RECORDS:
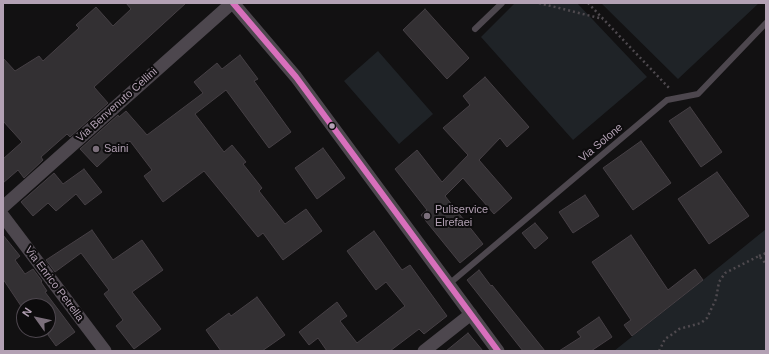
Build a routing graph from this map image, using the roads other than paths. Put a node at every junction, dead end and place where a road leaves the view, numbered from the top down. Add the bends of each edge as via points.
1 (233, 3) edge
2 (502, 3) edge
3 (766, 23) edge
4 (474, 29) dead end
5 (3, 207) edge
6 (3, 216) edge
7 (449, 284) junction
8 (471, 314) junction
9 (106, 351) edge
10 (424, 351) edge
11 (498, 351) edge

1 - 5 street, Via Benvenuto Cellini
1 - 7 street via 296,77
2 - 4 lane
3 - 7 lane, Via Solone via 698,94 667,100
6 - 9 street, Via Enrico Petrella
7 - 8 street
8 - 10 street
8 - 11 street

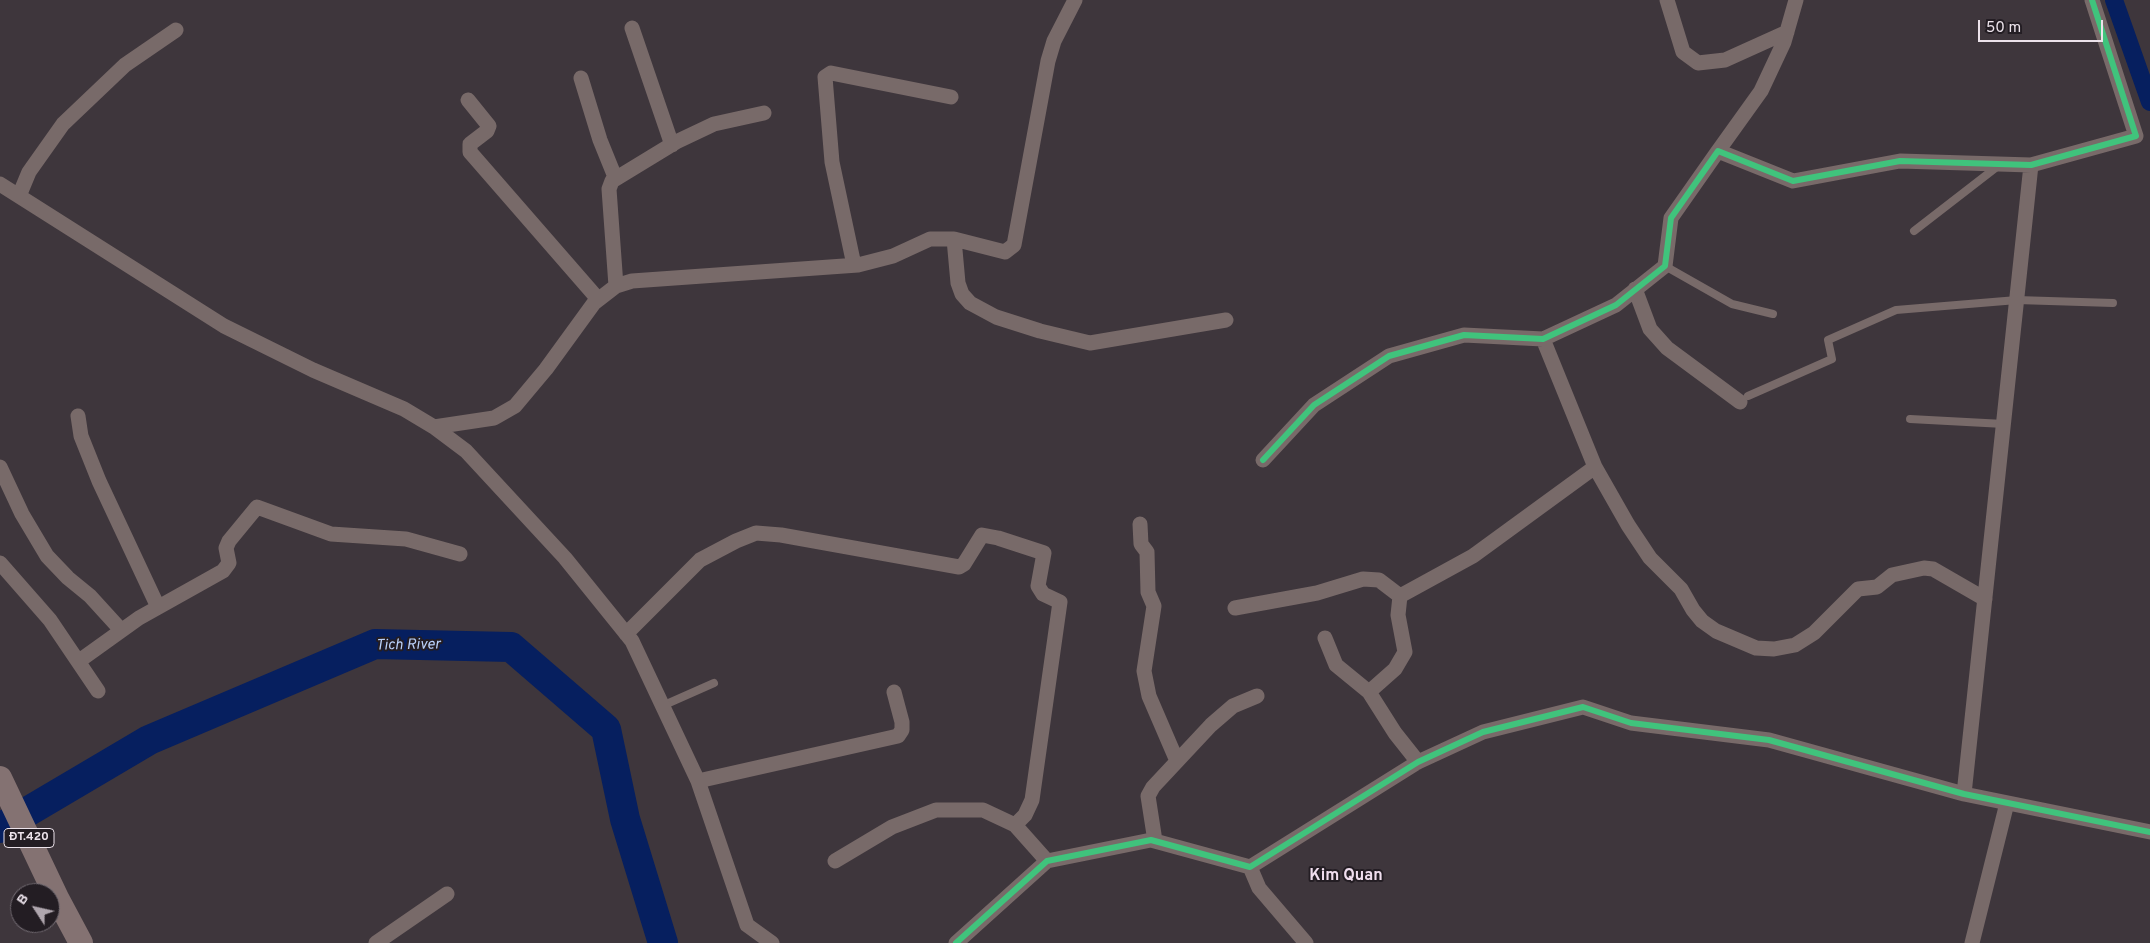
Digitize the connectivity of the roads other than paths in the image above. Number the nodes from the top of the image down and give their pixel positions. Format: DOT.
graph roads {
  1 [pos="1075,0"];
  2 [pos="1667,0"];
  3 [pos="1796,0"];
  4 [pos="2092,0"];
  5 [pos="632,28"];
  6 [pos="176,30"];
  7 [pos="1787,32"];
  8 [pos="581,78"];
  9 [pos="951,97"];
  10 [pos="468,100"];
  11 [pos="764,113"];
  12 [pos="2144,134"];
  13 [pos="672,145"];
  14 [pos="1718,151"];
  15 [pos="1999,164"];
  16 [pos="2032,165"];
  17 [pos="615,177"];
  18 [pos="0,184"];
  19 [pos="18,196"];
  20 [pos="1914,232"];
  21 [pos="954,240"];
  22 [pos="854,265"];
  23 [pos="1665,266"];
  24 [pos="616,286"];
  25 [pos="1635,289"];
  26 [pos="598,298"];
  27 [pos="2017,300"];
  28 [pos="2113,303"];
  29 [pos="1773,314"];
  30 [pos="1226,320"];
  31 [pos="1543,339"];
  32 [pos="1744,399"];
  33 [pos="78,416"];
  34 [pos="1910,419"];
  35 [pos="2004,424"];
  36 [pos="434,427"];
  37 [pos="1263,460"];
  38 [pos="0,467"];
  39 [pos="1595,467"];
  40 [pos="1140,524"];
  41 [pos="460,554"];
  42 [pos="0,563"];
  43 [pos="1400,596"];
  44 [pos="1985,600"];
  45 [pos="158,607"];
  46 [pos="1235,608"];
  47 [pos="121,630"];
  48 [pos="626,634"];
  49 [pos="1325,638"];
  50 [pos="78,661"];
  51 [pos="714,683"];
  52 [pos="98,691"];
  53 [pos="894,692"];
  54 [pos="1369,692"];
  55 [pos="1257,696"];
  56 [pos="662,706"];
  57 [pos="1176,762"];
  58 [pos="1418,762"];
  59 [pos="0,778"];
  60 [pos="698,781"];
  61 [pos="1964,794"];
  62 [pos="2007,803"];
  63 [pos="1015,826"];
  64 [pos="2150,832"];
  65 [pos="1155,841"];
  66 [pos="835,861"];
  67 [pos="1047,861"];
  68 [pos="1250,867"];
  69 [pos="447,894"];
  70 [pos="81,943"];
  71 [pos="376,943"];
  72 [pos="772,943"];
  73 [pos="956,943"];
  74 [pos="1306,943"];
  75 [pos="1972,943"];
  1 -- 21 [label="street"];
  2 -- 7 [label="street"];
  3 -- 7 [label="street"];
  4 -- 12 [label="street"];
  5 -- 13 [label="street"];
  6 -- 19 [label="street"];
  7 -- 14 [label="street"];
  8 -- 17 [label="street"];
  9 -- 22 [label="street"];
  10 -- 26 [label="street"];
  11 -- 13 [label="street"];
  12 -- 16 [label="street"];
  13 -- 17 [label="street"];
  14 -- 15 [label="street"];
  14 -- 23 [label="street"];
  15 -- 16 [label="street"];
  15 -- 20 [label="lane"];
  16 -- 27 [label="street"];
  17 -- 24 [label="street"];
  18 -- 19 [label="street"];
  19 -- 36 [label="street"];
  21 -- 22 [label="street"];
  21 -- 30 [label="street"];
  22 -- 24 [label="street"];
  23 -- 25 [label="street"];
  23 -- 29 [label="lane"];
  24 -- 26 [label="street"];
  25 -- 31 [label="street"];
  25 -- 32 [label="street"];
  26 -- 36 [label="street"];
  27 -- 28 [label="lane"];
  27 -- 32 [label="lane"];
  27 -- 35 [label="street"];
  31 -- 37 [label="street"];
  31 -- 39 [label="street"];
  33 -- 45 [label="street"];
  34 -- 35 [label="lane"];
  35 -- 44 [label="street"];
  36 -- 48 [label="street"];
  38 -- 47 [label="street"];
  39 -- 43 [label="street"];
  39 -- 44 [label="street"];
  40 -- 57 [label="street"];
  41 -- 45 [label="street"];
  42 -- 50 [label="street"];
  43 -- 46 [label="street"];
  43 -- 54 [label="street"];
  44 -- 61 [label="street"];
  45 -- 47 [label="street"];
  47 -- 50 [label="street"];
  48 -- 56 [label="street"];
  48 -- 63 [label="street"];
  49 -- 54 [label="street"];
  50 -- 52 [label="street"];
  51 -- 56 [label="lane"];
  53 -- 60 [label="street"];
  54 -- 58 [label="street"];
  55 -- 57 [label="street"];
  56 -- 60 [label="street"];
  57 -- 65 [label="street"];
  58 -- 61 [label="street"];
  58 -- 68 [label="street"];
  59 -- 70 [label="main road, ĐT.420"];
  60 -- 72 [label="street"];
  61 -- 62 [label="street"];
  62 -- 64 [label="street"];
  62 -- 75 [label="street"];
  63 -- 66 [label="street"];
  63 -- 67 [label="street"];
  65 -- 67 [label="street"];
  65 -- 68 [label="street"];
  67 -- 73 [label="street"];
  68 -- 74 [label="street"];
  69 -- 71 [label="street"];
}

TASK DIRECTIONS:
The whole listing should be restated word for word, with no pictures.

YOUR RESPONSE:
Build a routing graph from this map image, using the roads other than paths. Put a node at every junction, dead end and place where a road leaves the view, numbered from the top down. Add the bends of each edge as via points.
1 (233, 3) edge
2 (502, 3) edge
3 (766, 23) edge
4 (474, 29) dead end
5 (3, 207) edge
6 (3, 216) edge
7 (449, 284) junction
8 (471, 314) junction
9 (106, 351) edge
10 (424, 351) edge
11 (498, 351) edge

1 - 5 street, Via Benvenuto Cellini
1 - 7 street via 296,77
2 - 4 lane
3 - 7 lane, Via Solone via 698,94 667,100
6 - 9 street, Via Enrico Petrella
7 - 8 street
8 - 10 street
8 - 11 street

Digitize the connectivity of the roads other than paths in the image above. Number the nodes from the top of the image down and give their pixel positions. Format: DOT.
graph roads {
  1 [pos="1075,0"];
  2 [pos="1667,0"];
  3 [pos="1796,0"];
  4 [pos="2092,0"];
  5 [pos="632,28"];
  6 [pos="176,30"];
  7 [pos="1787,32"];
  8 [pos="581,78"];
  9 [pos="951,97"];
  10 [pos="468,100"];
  11 [pos="764,113"];
  12 [pos="2144,134"];
  13 [pos="672,145"];
  14 [pos="1718,151"];
  15 [pos="1999,164"];
  16 [pos="2032,165"];
  17 [pos="615,177"];
  18 [pos="0,184"];
  19 [pos="18,196"];
  20 [pos="1914,232"];
  21 [pos="954,240"];
  22 [pos="854,265"];
  23 [pos="1665,266"];
  24 [pos="616,286"];
  25 [pos="1635,289"];
  26 [pos="598,298"];
  27 [pos="2017,300"];
  28 [pos="2113,303"];
  29 [pos="1773,314"];
  30 [pos="1226,320"];
  31 [pos="1543,339"];
  32 [pos="1744,399"];
  33 [pos="78,416"];
  34 [pos="1910,419"];
  35 [pos="2004,424"];
  36 [pos="434,427"];
  37 [pos="1263,460"];
  38 [pos="0,467"];
  39 [pos="1595,467"];
  40 [pos="1140,524"];
  41 [pos="460,554"];
  42 [pos="0,563"];
  43 [pos="1400,596"];
  44 [pos="1985,600"];
  45 [pos="158,607"];
  46 [pos="1235,608"];
  47 [pos="121,630"];
  48 [pos="626,634"];
  49 [pos="1325,638"];
  50 [pos="78,661"];
  51 [pos="714,683"];
  52 [pos="98,691"];
  53 [pos="894,692"];
  54 [pos="1369,692"];
  55 [pos="1257,696"];
  56 [pos="662,706"];
  57 [pos="1176,762"];
  58 [pos="1418,762"];
  59 [pos="0,778"];
  60 [pos="698,781"];
  61 [pos="1964,794"];
  62 [pos="2007,803"];
  63 [pos="1015,826"];
  64 [pos="2150,832"];
  65 [pos="1155,841"];
  66 [pos="835,861"];
  67 [pos="1047,861"];
  68 [pos="1250,867"];
  69 [pos="447,894"];
  70 [pos="81,943"];
  71 [pos="376,943"];
  72 [pos="772,943"];
  73 [pos="956,943"];
  74 [pos="1306,943"];
  75 [pos="1972,943"];
  1 -- 21 [label="street"];
  2 -- 7 [label="street"];
  3 -- 7 [label="street"];
  4 -- 12 [label="street"];
  5 -- 13 [label="street"];
  6 -- 19 [label="street"];
  7 -- 14 [label="street"];
  8 -- 17 [label="street"];
  9 -- 22 [label="street"];
  10 -- 26 [label="street"];
  11 -- 13 [label="street"];
  12 -- 16 [label="street"];
  13 -- 17 [label="street"];
  14 -- 15 [label="street"];
  14 -- 23 [label="street"];
  15 -- 16 [label="street"];
  15 -- 20 [label="lane"];
  16 -- 27 [label="street"];
  17 -- 24 [label="street"];
  18 -- 19 [label="street"];
  19 -- 36 [label="street"];
  21 -- 22 [label="street"];
  21 -- 30 [label="street"];
  22 -- 24 [label="street"];
  23 -- 25 [label="street"];
  23 -- 29 [label="lane"];
  24 -- 26 [label="street"];
  25 -- 31 [label="street"];
  25 -- 32 [label="street"];
  26 -- 36 [label="street"];
  27 -- 28 [label="lane"];
  27 -- 32 [label="lane"];
  27 -- 35 [label="street"];
  31 -- 37 [label="street"];
  31 -- 39 [label="street"];
  33 -- 45 [label="street"];
  34 -- 35 [label="lane"];
  35 -- 44 [label="street"];
  36 -- 48 [label="street"];
  38 -- 47 [label="street"];
  39 -- 43 [label="street"];
  39 -- 44 [label="street"];
  40 -- 57 [label="street"];
  41 -- 45 [label="street"];
  42 -- 50 [label="street"];
  43 -- 46 [label="street"];
  43 -- 54 [label="street"];
  44 -- 61 [label="street"];
  45 -- 47 [label="street"];
  47 -- 50 [label="street"];
  48 -- 56 [label="street"];
  48 -- 63 [label="street"];
  49 -- 54 [label="street"];
  50 -- 52 [label="street"];
  51 -- 56 [label="lane"];
  53 -- 60 [label="street"];
  54 -- 58 [label="street"];
  55 -- 57 [label="street"];
  56 -- 60 [label="street"];
  57 -- 65 [label="street"];
  58 -- 61 [label="street"];
  58 -- 68 [label="street"];
  59 -- 70 [label="main road, ĐT.420"];
  60 -- 72 [label="street"];
  61 -- 62 [label="street"];
  62 -- 64 [label="street"];
  62 -- 75 [label="street"];
  63 -- 66 [label="street"];
  63 -- 67 [label="street"];
  65 -- 67 [label="street"];
  65 -- 68 [label="street"];
  67 -- 73 [label="street"];
  68 -- 74 [label="street"];
  69 -- 71 [label="street"];
}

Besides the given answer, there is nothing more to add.